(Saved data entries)
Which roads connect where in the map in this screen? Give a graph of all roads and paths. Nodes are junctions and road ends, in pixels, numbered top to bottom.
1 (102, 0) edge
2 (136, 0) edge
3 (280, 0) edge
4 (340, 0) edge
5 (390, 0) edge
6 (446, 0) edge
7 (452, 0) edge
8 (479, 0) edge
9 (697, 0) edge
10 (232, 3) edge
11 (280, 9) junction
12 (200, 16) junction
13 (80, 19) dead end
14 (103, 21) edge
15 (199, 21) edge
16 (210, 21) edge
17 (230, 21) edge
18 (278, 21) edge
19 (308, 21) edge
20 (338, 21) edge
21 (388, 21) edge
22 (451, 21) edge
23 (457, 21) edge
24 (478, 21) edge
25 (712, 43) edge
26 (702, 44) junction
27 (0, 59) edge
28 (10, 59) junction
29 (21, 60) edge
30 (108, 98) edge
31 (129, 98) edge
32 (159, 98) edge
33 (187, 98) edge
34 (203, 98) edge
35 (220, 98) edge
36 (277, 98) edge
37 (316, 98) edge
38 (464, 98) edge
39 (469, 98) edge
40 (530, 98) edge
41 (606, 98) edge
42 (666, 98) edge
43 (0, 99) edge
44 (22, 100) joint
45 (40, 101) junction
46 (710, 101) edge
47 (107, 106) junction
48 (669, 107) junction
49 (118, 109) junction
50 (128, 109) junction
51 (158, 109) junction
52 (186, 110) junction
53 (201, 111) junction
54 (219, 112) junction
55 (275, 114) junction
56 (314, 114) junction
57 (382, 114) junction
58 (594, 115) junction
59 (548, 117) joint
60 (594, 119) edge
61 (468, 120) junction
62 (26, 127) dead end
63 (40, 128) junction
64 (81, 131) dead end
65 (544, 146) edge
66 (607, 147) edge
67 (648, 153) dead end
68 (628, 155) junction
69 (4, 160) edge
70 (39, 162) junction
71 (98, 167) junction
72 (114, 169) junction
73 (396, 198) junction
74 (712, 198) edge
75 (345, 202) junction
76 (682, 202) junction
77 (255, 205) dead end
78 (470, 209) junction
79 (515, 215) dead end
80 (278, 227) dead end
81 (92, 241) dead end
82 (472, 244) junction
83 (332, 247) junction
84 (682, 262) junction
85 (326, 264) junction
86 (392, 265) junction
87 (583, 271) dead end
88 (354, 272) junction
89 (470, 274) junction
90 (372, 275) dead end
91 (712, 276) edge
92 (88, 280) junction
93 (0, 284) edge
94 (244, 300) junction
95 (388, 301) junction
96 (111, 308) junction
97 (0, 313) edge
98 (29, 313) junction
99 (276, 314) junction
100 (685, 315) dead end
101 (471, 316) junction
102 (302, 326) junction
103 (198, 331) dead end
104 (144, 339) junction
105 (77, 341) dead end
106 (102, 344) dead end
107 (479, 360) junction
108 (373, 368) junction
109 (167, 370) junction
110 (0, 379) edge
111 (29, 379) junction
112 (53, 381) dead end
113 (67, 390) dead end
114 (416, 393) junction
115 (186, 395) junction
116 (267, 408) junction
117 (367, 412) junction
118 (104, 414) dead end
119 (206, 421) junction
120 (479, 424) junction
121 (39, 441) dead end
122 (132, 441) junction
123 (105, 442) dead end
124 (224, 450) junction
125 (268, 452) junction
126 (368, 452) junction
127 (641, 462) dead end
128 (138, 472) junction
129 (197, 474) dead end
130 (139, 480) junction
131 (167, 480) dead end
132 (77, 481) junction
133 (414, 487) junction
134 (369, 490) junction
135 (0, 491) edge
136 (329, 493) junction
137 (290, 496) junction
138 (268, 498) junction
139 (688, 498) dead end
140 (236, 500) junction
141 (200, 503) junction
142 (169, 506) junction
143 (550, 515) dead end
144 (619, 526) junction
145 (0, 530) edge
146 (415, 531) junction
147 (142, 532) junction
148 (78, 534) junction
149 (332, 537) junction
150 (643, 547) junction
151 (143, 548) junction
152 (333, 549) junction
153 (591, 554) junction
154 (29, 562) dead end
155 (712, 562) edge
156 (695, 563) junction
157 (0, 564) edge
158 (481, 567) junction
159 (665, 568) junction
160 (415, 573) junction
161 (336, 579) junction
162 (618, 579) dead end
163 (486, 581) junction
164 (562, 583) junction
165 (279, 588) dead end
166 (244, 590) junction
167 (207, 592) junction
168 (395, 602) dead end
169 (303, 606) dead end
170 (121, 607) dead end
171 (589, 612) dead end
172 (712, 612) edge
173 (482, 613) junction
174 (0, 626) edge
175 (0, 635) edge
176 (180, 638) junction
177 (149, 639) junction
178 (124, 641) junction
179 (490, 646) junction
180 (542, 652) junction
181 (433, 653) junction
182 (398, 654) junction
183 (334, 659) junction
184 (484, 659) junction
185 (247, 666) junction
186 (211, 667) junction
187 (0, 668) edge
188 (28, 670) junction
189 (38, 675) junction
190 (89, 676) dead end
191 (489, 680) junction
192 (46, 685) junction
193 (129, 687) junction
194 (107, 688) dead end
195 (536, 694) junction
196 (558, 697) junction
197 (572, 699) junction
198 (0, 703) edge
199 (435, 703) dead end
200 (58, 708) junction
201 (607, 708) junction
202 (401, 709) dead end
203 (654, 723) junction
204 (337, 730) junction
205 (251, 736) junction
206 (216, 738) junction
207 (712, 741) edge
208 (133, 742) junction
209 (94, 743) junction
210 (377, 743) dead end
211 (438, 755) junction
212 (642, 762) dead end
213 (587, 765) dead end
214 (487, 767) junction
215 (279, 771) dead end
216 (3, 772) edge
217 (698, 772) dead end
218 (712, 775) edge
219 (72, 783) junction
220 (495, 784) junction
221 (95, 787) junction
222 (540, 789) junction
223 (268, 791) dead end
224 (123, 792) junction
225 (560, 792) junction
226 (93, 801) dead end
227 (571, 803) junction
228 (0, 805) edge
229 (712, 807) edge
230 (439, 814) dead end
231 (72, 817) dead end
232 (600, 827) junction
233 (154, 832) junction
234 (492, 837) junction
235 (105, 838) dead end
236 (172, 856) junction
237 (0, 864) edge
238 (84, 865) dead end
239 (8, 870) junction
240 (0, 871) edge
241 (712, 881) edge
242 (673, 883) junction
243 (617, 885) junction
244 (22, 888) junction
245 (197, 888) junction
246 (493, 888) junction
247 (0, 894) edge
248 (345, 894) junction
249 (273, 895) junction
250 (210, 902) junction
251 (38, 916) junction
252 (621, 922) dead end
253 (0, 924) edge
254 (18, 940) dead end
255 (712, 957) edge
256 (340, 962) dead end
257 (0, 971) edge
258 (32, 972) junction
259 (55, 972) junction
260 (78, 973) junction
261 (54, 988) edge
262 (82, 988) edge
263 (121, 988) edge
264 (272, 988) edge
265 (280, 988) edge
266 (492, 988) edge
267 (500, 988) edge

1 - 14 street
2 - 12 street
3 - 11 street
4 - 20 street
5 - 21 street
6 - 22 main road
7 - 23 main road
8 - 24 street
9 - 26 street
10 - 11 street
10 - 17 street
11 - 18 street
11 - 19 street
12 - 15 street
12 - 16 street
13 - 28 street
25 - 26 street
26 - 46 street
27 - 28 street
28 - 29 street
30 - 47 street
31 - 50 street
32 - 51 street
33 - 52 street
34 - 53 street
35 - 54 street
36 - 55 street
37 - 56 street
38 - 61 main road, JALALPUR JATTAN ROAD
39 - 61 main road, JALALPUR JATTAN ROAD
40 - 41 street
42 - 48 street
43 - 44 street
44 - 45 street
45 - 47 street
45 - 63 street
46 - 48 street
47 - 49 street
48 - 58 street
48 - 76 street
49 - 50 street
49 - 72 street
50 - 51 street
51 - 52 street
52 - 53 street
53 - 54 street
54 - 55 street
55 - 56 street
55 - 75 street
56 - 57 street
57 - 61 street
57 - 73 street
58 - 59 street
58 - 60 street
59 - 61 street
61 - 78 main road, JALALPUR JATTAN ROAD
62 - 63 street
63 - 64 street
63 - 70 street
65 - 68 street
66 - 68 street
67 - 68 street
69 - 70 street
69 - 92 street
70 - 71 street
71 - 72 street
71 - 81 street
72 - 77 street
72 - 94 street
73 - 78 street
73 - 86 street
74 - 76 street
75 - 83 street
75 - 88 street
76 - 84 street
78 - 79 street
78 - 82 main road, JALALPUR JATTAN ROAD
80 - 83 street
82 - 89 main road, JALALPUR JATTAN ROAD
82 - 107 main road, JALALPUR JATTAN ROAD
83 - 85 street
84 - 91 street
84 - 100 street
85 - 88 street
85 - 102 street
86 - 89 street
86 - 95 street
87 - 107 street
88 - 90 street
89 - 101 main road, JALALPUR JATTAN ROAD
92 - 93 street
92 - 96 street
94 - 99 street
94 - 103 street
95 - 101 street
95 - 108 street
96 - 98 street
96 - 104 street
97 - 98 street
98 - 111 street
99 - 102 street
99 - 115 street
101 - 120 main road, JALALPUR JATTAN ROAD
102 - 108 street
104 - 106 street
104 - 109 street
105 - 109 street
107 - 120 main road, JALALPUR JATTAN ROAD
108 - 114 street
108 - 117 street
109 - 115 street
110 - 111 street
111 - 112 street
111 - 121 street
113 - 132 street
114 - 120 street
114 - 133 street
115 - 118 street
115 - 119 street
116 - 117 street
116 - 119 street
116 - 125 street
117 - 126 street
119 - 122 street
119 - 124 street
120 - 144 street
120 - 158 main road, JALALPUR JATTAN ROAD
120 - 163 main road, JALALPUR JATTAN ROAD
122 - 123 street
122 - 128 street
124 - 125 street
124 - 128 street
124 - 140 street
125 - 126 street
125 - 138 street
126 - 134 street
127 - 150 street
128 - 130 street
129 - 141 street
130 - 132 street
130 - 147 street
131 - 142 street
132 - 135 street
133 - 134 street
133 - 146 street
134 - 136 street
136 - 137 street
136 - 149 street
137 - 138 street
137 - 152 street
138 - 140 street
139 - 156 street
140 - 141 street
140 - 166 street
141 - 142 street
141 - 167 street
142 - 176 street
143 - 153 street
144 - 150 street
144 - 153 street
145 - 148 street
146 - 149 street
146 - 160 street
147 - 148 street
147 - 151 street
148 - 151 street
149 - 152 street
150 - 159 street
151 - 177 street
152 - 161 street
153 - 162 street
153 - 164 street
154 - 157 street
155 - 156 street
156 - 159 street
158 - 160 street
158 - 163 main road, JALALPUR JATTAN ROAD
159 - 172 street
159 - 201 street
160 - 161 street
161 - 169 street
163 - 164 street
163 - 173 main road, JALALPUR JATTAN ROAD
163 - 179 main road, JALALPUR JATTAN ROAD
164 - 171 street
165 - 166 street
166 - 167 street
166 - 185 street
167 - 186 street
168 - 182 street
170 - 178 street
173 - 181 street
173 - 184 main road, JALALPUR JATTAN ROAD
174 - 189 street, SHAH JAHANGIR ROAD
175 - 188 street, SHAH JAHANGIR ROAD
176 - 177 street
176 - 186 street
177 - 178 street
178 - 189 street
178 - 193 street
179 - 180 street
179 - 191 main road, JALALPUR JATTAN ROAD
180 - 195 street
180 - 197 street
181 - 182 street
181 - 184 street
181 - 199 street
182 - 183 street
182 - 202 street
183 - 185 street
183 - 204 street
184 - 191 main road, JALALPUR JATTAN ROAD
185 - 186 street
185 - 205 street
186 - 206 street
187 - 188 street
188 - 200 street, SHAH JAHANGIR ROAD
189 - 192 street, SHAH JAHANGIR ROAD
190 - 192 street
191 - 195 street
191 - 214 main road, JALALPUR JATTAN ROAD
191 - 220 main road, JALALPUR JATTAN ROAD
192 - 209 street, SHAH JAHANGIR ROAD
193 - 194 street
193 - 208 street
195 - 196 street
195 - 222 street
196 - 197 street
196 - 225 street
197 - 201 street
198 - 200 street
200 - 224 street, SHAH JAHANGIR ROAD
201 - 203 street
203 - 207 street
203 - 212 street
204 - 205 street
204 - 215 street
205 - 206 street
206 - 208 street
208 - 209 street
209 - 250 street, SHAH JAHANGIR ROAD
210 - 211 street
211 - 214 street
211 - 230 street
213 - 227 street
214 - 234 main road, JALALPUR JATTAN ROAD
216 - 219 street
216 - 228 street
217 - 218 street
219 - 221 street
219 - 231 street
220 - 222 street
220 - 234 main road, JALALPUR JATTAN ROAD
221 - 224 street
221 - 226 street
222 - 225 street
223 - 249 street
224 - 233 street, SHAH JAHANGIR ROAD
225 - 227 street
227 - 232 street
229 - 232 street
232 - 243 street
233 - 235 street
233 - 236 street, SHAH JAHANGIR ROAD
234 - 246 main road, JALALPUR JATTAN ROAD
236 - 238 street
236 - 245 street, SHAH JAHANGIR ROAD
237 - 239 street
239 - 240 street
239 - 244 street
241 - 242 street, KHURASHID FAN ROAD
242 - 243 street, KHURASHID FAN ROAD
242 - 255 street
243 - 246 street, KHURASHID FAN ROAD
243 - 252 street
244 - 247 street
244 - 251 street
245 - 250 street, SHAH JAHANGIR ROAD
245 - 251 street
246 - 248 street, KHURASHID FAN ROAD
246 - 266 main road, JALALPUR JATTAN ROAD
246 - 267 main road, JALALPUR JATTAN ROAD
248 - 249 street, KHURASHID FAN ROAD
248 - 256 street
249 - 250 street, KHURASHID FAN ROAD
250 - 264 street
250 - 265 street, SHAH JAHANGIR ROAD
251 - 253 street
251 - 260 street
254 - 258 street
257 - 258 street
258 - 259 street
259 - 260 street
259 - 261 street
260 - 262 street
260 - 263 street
--
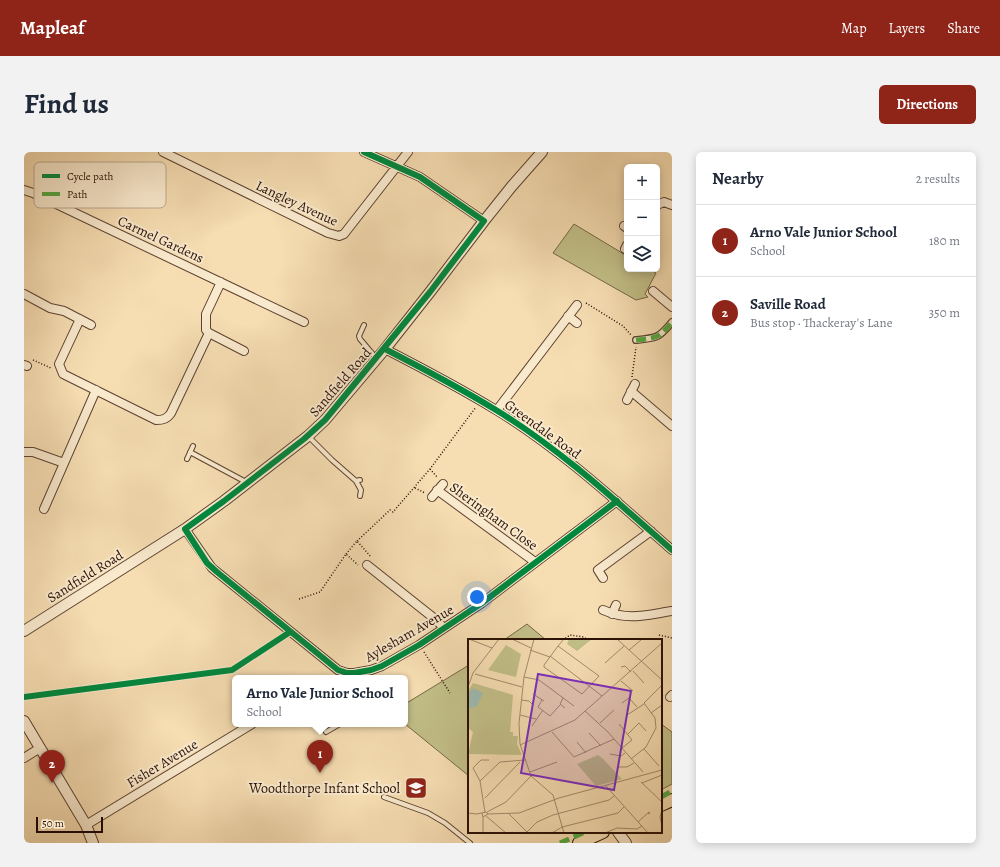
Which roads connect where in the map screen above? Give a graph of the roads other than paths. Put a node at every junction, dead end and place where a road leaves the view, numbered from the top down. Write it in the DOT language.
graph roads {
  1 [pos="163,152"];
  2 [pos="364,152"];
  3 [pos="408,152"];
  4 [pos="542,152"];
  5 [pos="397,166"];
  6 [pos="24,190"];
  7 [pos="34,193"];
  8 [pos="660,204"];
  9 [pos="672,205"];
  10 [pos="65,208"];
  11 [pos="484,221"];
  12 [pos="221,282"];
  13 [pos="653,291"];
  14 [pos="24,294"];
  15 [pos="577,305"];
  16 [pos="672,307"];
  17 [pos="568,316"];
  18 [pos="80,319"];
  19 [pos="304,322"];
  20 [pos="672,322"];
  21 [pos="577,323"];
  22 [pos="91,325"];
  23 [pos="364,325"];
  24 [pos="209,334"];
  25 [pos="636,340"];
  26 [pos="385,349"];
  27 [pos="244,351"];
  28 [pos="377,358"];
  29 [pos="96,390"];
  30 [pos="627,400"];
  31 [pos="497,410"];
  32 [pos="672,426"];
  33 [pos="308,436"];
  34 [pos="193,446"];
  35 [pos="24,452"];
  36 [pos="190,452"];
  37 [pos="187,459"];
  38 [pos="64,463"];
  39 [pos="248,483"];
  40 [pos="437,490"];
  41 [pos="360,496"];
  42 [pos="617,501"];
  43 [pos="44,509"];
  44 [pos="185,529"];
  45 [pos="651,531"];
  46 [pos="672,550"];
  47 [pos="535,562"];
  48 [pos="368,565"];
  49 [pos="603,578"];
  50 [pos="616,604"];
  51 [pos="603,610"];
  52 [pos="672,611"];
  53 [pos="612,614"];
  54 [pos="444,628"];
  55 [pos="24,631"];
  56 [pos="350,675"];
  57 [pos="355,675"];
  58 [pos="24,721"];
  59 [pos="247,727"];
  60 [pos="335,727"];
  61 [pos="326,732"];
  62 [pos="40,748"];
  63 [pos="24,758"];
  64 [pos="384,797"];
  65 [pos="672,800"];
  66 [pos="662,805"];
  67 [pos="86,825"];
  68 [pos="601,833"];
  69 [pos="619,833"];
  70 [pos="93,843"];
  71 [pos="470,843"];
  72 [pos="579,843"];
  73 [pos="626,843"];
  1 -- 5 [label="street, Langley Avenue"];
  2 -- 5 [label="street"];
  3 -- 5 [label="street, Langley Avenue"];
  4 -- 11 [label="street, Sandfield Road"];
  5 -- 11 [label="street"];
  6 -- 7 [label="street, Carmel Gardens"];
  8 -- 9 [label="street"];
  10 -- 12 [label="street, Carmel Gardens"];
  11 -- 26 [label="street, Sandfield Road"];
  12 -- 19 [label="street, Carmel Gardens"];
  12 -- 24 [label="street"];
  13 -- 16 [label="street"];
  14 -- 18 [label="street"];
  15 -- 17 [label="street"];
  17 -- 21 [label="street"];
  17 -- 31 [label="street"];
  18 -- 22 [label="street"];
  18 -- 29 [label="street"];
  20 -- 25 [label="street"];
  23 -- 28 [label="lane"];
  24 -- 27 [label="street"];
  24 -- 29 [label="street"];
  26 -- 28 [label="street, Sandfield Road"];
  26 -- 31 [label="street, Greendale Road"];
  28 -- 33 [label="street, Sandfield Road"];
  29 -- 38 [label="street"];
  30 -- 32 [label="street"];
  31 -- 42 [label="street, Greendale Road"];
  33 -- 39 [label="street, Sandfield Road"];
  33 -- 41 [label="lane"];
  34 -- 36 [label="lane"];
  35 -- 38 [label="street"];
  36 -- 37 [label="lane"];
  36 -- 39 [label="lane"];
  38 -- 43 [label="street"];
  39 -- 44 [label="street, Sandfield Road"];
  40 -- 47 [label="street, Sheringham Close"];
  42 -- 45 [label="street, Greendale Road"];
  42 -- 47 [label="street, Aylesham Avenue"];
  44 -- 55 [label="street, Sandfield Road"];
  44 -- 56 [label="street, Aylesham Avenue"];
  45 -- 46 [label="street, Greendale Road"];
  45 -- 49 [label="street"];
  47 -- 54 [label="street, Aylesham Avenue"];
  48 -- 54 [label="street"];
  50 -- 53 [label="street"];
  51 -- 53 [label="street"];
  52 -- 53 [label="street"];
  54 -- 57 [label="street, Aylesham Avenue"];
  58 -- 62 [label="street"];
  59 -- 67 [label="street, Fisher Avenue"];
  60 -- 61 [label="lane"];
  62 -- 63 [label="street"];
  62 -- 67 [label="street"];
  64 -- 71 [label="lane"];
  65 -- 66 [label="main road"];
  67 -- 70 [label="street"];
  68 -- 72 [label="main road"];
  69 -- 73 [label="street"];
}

Aim of the task: Your answer must be a single number: how many lines of the records contain the word "Langley".

Answer section: 2